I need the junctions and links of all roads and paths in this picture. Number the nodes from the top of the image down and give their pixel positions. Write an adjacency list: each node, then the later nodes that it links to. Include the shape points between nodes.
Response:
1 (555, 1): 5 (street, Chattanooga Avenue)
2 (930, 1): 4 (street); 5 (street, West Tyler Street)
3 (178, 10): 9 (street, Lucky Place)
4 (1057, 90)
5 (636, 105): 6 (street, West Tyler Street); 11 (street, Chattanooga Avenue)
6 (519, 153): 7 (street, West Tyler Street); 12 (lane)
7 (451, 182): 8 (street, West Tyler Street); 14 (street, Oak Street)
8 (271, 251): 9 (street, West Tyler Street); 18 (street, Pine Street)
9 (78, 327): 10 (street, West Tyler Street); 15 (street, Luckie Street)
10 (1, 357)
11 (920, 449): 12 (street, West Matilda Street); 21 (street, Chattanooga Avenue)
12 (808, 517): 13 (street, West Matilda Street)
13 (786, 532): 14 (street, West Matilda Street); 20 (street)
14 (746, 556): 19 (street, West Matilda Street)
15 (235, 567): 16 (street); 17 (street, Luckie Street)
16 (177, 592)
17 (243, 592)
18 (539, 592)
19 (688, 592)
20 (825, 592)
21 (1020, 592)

^^^^

◆ **Task brief**
Write out every entry exactly as given.

◆ **Solution to this problem**
I need the junctions and links of all roads and paths in this picture. Number the nodes from the top of the image down and give their pixel positions. Write an adjacency list: each node, then the later nodes that it links to. Include the shape points between nodes.
Response:
1 (555, 1): 5 (street, Chattanooga Avenue)
2 (930, 1): 4 (street); 5 (street, West Tyler Street)
3 (178, 10): 9 (street, Lucky Place)
4 (1057, 90)
5 (636, 105): 6 (street, West Tyler Street); 11 (street, Chattanooga Avenue)
6 (519, 153): 7 (street, West Tyler Street); 12 (lane)
7 (451, 182): 8 (street, West Tyler Street); 14 (street, Oak Street)
8 (271, 251): 9 (street, West Tyler Street); 18 (street, Pine Street)
9 (78, 327): 10 (street, West Tyler Street); 15 (street, Luckie Street)
10 (1, 357)
11 (920, 449): 12 (street, West Matilda Street); 21 (street, Chattanooga Avenue)
12 (808, 517): 13 (street, West Matilda Street)
13 (786, 532): 14 (street, West Matilda Street); 20 (street)
14 (746, 556): 19 (street, West Matilda Street)
15 (235, 567): 16 (street); 17 (street, Luckie Street)
16 (177, 592)
17 (243, 592)
18 (539, 592)
19 (688, 592)
20 (825, 592)
21 (1020, 592)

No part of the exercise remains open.